Stored items:
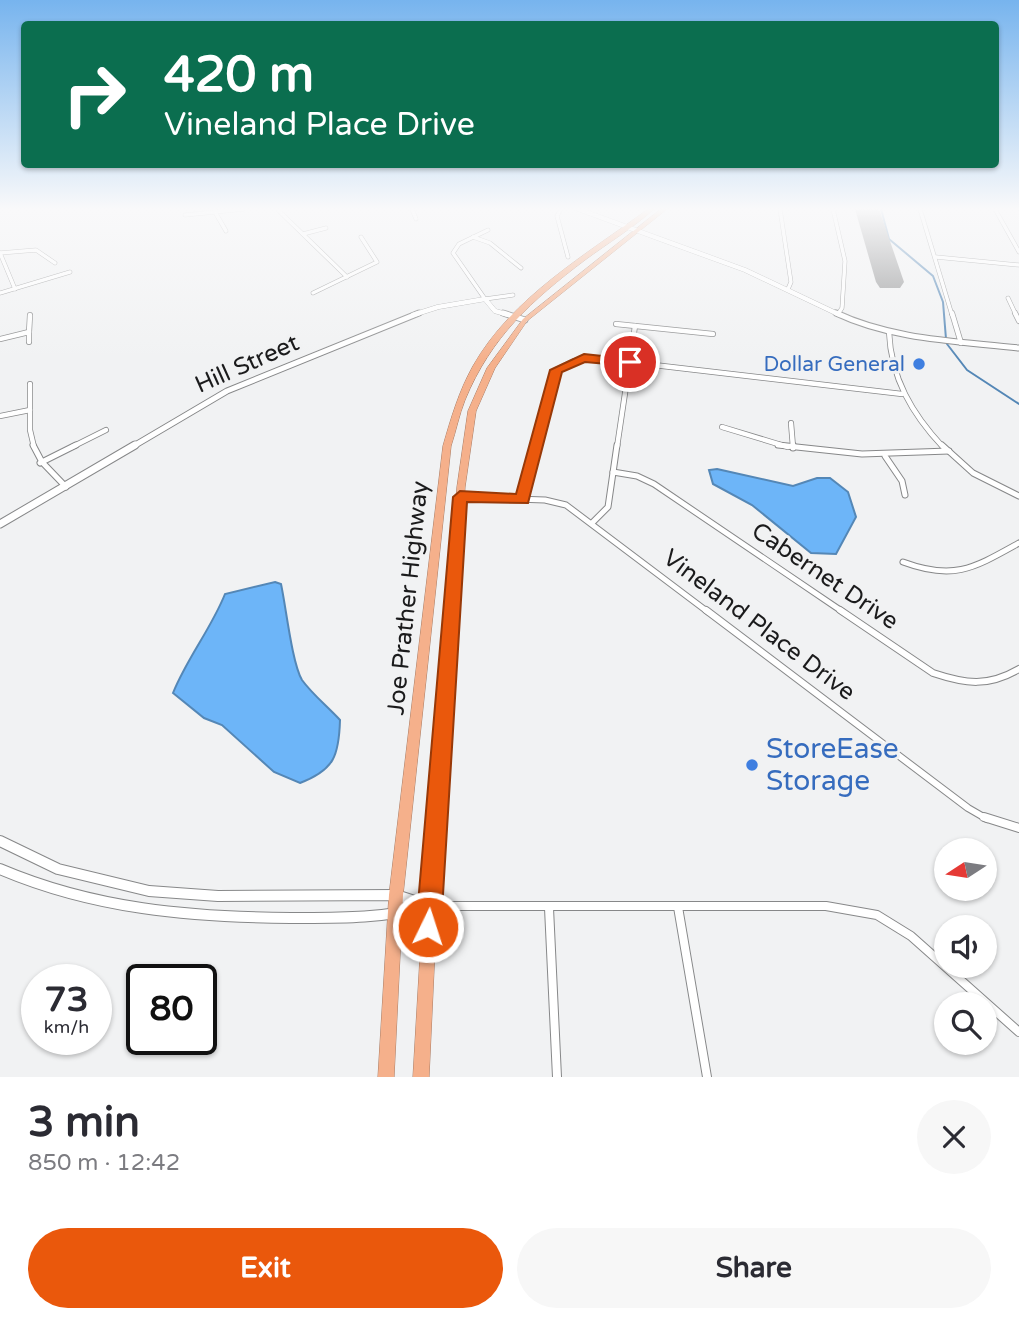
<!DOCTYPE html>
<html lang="en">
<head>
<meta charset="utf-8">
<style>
	:root { --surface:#fff; --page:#f7f7f7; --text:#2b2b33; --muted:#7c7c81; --accent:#ea580c }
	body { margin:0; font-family:"Varela Round",sans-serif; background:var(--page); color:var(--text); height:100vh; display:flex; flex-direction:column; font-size:26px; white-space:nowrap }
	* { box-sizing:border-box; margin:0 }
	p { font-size:23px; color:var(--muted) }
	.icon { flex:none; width:38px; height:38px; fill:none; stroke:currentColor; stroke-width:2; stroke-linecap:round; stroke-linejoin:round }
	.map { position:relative; height:1077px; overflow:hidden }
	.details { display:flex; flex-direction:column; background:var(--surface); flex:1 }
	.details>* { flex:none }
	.banner { position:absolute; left:21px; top:21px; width:978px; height:147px; border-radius:7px; box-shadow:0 2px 5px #0004; background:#0b6e4f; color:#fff; overflow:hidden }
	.needle { width:46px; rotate:258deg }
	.controls { position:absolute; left:934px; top:838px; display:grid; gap:14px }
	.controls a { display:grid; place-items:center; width:63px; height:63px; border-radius:50%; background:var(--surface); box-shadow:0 2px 5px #0004; font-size:35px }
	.speed { position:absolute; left:21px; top:964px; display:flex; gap:14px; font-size:35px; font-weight:700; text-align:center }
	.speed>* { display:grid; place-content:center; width:91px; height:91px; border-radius:50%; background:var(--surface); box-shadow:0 2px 5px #0004; line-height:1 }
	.speed small { font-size:18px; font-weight:400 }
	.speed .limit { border:4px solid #111; border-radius:10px; background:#fff; color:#111 }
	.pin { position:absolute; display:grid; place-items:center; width:60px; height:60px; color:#fff; margin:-30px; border:4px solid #fff; border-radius:50%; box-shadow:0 2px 7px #0007 }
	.me { position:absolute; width:77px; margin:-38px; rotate:4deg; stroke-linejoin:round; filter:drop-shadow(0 0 5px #0008) }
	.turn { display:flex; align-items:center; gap:24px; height:147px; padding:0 28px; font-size:32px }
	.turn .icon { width:91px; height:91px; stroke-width:2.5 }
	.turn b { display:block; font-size:49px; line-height:60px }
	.round { display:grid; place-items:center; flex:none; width:74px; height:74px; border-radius:37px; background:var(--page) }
	.headline { display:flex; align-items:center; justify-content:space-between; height:119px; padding:0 28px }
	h1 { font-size:42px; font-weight:700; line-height:52px }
	.cta { display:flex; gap:14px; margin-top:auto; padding:14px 28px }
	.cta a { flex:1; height:80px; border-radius:42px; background:var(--accent); color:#fff; font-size:28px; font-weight:700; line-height:80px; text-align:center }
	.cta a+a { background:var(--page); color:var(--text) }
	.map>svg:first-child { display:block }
	.water { fill:#6db5f8; stroke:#5487b6; stroke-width:2 }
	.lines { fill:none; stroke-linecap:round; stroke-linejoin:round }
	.stream { stroke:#5487b6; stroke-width:2 }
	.runway { fill:#949596; fill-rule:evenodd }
	.street-far4-casing { stroke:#878889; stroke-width:4.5 }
	.street-far3-casing { stroke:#878889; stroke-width:6 }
	.street-far2-casing { stroke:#878889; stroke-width:7 }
	.street-far1-casing { stroke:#878889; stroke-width:8 }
	.street-casing { stroke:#878889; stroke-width:10 }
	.secondary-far3-casing { stroke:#878889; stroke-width:5 }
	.secondary-far2-casing { stroke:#878889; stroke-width:7 }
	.secondary-far1-casing { stroke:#878889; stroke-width:9 }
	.secondary-casing { stroke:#878889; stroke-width:12 }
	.highway-casing { stroke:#a97c64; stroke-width:1 }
	.street-far4 { stroke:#fff; stroke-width:3.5 }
	.street-far3 { stroke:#fff; stroke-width:4.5 }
	.street-far2 { stroke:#fff; stroke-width:5 }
	.street-far1 { stroke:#fff; stroke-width:6 }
	.street { stroke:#fff; stroke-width:8 }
	.secondary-far3 { stroke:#fff; stroke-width:4.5 }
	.secondary-far2 { stroke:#fff; stroke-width:5 }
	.secondary-far1 { stroke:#fff; stroke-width:7 }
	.secondary { stroke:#fff; stroke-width:10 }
	.highway { fill:#f5b08b; fill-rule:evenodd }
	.route { fill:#ea580c; stroke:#983908; stroke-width:2 }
	.shop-dot { fill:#3f7fe0; stroke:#f1f2f3; stroke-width:2.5 }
	.labels { text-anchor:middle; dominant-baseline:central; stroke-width:6; stroke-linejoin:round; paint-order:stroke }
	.far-shop-label { font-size:21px; fill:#366cbe; stroke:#f1f2f3; text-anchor:end }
	.street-label { font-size:24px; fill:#1b1b1c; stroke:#f1f2f3 }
	.near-shop-label { font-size:28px; fill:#366cbe; stroke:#f1f2f3; text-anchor:start }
</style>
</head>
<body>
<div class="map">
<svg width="1019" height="1077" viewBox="0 0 1019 1077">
	<rect width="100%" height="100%" fill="#f1f2f3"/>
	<g class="water">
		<polygon points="717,469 793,486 817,478 830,478 848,492 856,517 836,554 811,553 752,505 713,484 709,470"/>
		<path d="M275 582 281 584C286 607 292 663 302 680 312 694 328 707 340 720 339 756 334 770 300 783L274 772 222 725 204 718 173 693C187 658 211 629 225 594Z"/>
	</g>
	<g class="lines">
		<g class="stream">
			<polyline points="881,209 889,239 933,276 943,302 946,339"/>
			<polyline points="947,344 967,370 1019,404"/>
		</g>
		<polygon class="runway" points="855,209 879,209 904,282 900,288 880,288 876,282"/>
		<g class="street-far4-casing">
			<g id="street-far4">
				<polyline points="277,209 347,277"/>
				<polyline points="412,209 416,219"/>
				<polyline points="561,209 557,216 568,257"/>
				<polyline points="780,209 791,282 788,289"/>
				<polyline points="833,209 845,261 842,308 838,314"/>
				<polyline points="920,209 952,315"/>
				<polyline points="995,209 1019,252"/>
				<polyline points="215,212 226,231"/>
				<polyline points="185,215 244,209"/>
				<polyline points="488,230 459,244 453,253 485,299 513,295"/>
				<polyline points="303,234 326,228"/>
				<polyline points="473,237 490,243 521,268"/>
				<polyline points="0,253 36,250 55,263"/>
				<polyline points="0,253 15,289"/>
				<polyline points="936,257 1019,265"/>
				<polyline points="0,293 70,272"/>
				<polyline points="313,293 377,262 361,237"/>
				<polyline points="1008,298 1016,315"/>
			</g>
		</g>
		<g class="street-far3-casing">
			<g id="street-far3">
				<polyline points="952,313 961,343"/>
				<polyline points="1015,313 1019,321"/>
				<polyline points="616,324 713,334"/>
				<polyline points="29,332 30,315"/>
				<path d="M889 332C891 378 912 414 943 447"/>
				<polyline points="0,339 29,332 29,342"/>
				<polyline points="30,384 30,430 34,447"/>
				<polyline points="0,416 30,410"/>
				<polyline points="791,423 793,447"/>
				<polyline points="722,427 788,447"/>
				<polyline points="72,447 106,430"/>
				<polyline points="534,447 556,370 574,361 594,358 902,394"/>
				<polyline points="617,447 635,326"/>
			</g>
		</g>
		<g class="street-far2-casing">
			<g id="street-far2">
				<polyline points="33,445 42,462 66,487"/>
				<polyline points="778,445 862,454 949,451"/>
				<polyline points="793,445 793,448"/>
				<polyline points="942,445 973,473 1019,496"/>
				<polyline points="885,456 902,481 905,495"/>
				<polyline points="40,463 76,445"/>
				<polyline points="613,472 637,476 654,484 843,612"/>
				<polyline points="460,497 545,500 566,505 708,612"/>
				<polyline points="523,499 535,445"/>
				<polyline points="592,523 608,507 617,445"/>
				<path d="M903 562C954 581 974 568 1019 543"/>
			</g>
		</g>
		<g class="street-far1-casing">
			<g id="street-far1">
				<polyline points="706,610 968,808 987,819"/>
				<path d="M840 610 933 673C966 684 988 687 1019 669"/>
			</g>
		</g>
		<g class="street-casing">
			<g id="street">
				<polyline points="984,817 1019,828"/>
				<polyline points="433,906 826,906 877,915 911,936 1019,1032"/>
				<polyline points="678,907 707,1077"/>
				<polyline points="549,908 557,1077"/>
			</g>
		</g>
		<g class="secondary-far3-casing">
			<g id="secondary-far3">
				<polyline points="578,209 745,270 840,315"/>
				<polyline points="413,315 438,307 485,299 495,311 509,315"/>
			</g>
		</g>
		<g class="secondary-far2-casing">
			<g id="secondary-far2">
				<polyline points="503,313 525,320"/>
				<path d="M836 313C893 340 958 341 1019 348"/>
				<polyline points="132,447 227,391 419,313"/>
			</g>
		</g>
		<g class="secondary-far1-casing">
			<polyline id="secondary-far1" points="0,524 135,445"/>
		</g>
		<g class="secondary-casing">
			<g id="secondary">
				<polyline points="0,841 58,869 149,891 218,896 396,895 430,906"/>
				<path d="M0 869C94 909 189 917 291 918 337 918 383 919 428 906"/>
			</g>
		</g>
		<g class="highway-casing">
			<g id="highway">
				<path d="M648 209H654C633 228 608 243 585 260 532 300 491 337 465 400 459 415 456 431 451 446L403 895 394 1077H378L389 895 443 446C451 418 459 391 473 366 512 297 586 255 648 209Z"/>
				<polygon points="661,209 667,209 527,321 495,368 476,411 465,487 437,906 429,1077 413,1077 423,906 457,487 468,411 487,368 523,319"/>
			</g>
		</g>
		<use href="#street-far4" class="street-far4"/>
		<use href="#street-far3" class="street-far3"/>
		<use href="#street-far2" class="street-far2"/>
		<use href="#street-far1" class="street-far1"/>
		<use href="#street" class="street"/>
		<use href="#secondary-far3" class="secondary-far3"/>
		<use href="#secondary-far2" class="secondary-far2"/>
		<use href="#secondary-far1" class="secondary-far1"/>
		<use href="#secondary" class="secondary"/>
		<use href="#highway" class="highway"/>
	</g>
	<linearGradient id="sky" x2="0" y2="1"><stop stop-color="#77b4ee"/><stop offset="0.58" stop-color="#f9f9fa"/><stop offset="1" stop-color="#f9f9fa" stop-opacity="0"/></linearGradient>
	<rect width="1019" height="360" fill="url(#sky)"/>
	<polygon class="route" points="584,354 630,359 636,362 630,366 585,362 562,372 528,503 467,502 441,927 437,935 428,939 420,935 416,927 453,497 460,491 516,494 550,370"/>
	<g class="shop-dot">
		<circle cx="919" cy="364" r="7"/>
		<circle cx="752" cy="765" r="7"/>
	</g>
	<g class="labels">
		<g class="far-shop-label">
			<text x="905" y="364">Dollar General</text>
		</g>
		<g class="street-label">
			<text transform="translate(247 364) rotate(-24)">Hill Street</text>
			<text transform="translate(825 576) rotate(34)">Cabernet Drive</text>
			<text transform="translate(408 598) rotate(-84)">Joe Prather Highway</text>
			<text transform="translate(759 625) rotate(37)">Vineland Place Drive</text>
		</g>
		<g class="near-shop-label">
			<text x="766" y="749">StoreEase<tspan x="766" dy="32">Storage</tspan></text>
		</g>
	</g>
</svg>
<div class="controls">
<a><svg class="needle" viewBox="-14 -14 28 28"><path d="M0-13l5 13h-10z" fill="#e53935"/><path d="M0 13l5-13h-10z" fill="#7c7c81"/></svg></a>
<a><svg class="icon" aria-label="sound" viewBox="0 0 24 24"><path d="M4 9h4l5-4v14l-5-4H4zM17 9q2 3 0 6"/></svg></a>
<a><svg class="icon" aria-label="search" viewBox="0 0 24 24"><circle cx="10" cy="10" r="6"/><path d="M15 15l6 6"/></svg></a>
</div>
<div class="speed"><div>73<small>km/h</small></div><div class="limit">80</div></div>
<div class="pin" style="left:630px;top:362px;background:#d93025"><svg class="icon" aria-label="arrive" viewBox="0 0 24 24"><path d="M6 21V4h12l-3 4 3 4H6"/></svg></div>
<svg class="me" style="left:428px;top:927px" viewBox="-20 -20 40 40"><circle r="17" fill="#ea580c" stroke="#fff" stroke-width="3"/><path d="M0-11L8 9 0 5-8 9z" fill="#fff"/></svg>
<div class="banner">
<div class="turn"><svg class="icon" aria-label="right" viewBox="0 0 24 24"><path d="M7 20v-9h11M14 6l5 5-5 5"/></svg><div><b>420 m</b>Vineland Place Drive</div></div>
</div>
</div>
<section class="details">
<div class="headline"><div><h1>3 min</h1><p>850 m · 12:42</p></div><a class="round"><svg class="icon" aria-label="close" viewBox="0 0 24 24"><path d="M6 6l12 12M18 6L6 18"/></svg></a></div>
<div class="cta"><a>Exit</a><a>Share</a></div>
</section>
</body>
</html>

- DESCRIPTION OF THE TASK -
Search the data above for the string "direction". Report every line where it is found.

- EXPECTED ANSWER -
	body { margin:0; font-family:"Varela Round",sans-serif; background:var(--page); color:var(--text); height:100vh; display:flex; flex-direction:column; font-size:26px; white-space:nowrap }
	.details { display:flex; flex-direction:column; background:var(--surface); flex:1 }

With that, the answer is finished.